The details about the discovery were published online in IEEE Transactions on Biomedical Engineering (TBME). In this system a fluorescent dye that localizes in tumors with a real-time imaging system is used and it allows the surgeon to simply view a screen to distinguish between normal tissue and the “lighted” malignant tissue.
During their research on both mice and dogs, the scientists found that the fluorescent dye accumulated at higher levels in tumors than in the surrounding tissue. This helped the system to detect a distinct boundary between normal and malignant tissue. Since, canine tumors are in many ways similar to human tumors, it is very likely that this system would work on human tumors as well. The scientists are working to further develop the system so that it can be safely used in human patients as well.
At present, cancer surgeons scan tumors prior to surgery with magnetic resonance imaging and other systems. However, there is no technology that can enable them to scan the tumor during surgery. Mohs remarked that this has long been an unmet clinical need. Even the pathology techniques that examine tumor tissue during surgery can take up to 20 minutes. The focus of such examination is the tissue that is removed during surgery and not the tissue that remains in the body.
Mohs was awarded a $1.37 million research grant from the National Institute of Biomedical Imaging and Bioengineering for a project to optimize the system and to test it in rodents.
In their report, the authors noted that the ideal system should be such that finds tumor boundaries with high sensitivity, have minimal impact on operative time and surgical technique, present findings in an intuitive manner and avoid the use of ionizing radiation or a specialized imaging environment, such as MRI machines.
The system, invented by Mohs, Michael C. Mancini at Spectropath Inc., and Shuming Nie with Emory University and Georgia Institute of Technology, meets the needs to a large extent. It combines two types of imaging with a surgeon-controlled laser can be directed at any area of interest and an imaging system with three cameras that sits above the surgical field.
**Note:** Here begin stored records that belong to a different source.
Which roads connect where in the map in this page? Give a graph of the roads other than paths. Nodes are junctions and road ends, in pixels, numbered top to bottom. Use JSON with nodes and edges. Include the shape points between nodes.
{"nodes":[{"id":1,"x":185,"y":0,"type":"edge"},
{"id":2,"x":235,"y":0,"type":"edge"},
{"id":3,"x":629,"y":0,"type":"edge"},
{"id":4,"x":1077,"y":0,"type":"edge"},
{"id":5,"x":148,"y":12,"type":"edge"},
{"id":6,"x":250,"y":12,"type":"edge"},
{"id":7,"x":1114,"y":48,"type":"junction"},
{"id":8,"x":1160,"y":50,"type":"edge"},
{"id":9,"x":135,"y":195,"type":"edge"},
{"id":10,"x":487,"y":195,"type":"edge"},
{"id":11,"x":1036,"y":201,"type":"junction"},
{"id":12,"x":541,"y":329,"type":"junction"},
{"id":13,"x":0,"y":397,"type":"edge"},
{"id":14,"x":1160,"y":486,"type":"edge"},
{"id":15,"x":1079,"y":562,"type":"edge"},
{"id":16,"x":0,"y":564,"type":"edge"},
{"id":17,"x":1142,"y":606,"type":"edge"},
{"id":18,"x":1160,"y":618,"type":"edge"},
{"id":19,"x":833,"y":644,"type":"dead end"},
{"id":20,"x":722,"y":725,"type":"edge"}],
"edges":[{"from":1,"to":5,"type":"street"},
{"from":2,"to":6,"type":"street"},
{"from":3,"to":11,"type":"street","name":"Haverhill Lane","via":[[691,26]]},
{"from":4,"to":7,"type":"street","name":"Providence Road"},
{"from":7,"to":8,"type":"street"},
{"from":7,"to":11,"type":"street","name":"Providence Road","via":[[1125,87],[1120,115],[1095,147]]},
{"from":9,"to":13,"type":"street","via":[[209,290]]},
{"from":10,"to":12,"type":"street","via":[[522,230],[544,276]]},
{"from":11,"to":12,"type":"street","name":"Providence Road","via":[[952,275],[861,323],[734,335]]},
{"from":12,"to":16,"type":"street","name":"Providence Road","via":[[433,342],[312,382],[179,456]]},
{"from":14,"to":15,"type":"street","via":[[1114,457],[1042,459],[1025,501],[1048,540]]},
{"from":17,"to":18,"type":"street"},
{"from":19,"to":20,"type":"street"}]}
The images recorded by both systems are processed to display a composite image.
With the help of this system, a surgeon can scan the tumor before a surgery to determine the boundaries following which the tumor can be surgically removed. The area can then be re-scanned to assess for any remaining malignant tissue. In case some diseased tissue is found, it can be surgically removed, and the process would be repeated until no diseased tissue is detected by the system.
In the prototype system indocyanine green dye was used by the scientists as the source of fluorescence. They also noted that for future studies higher performance fluorescent dyes can be used and nanoparticles that can be targeted to specific tumors.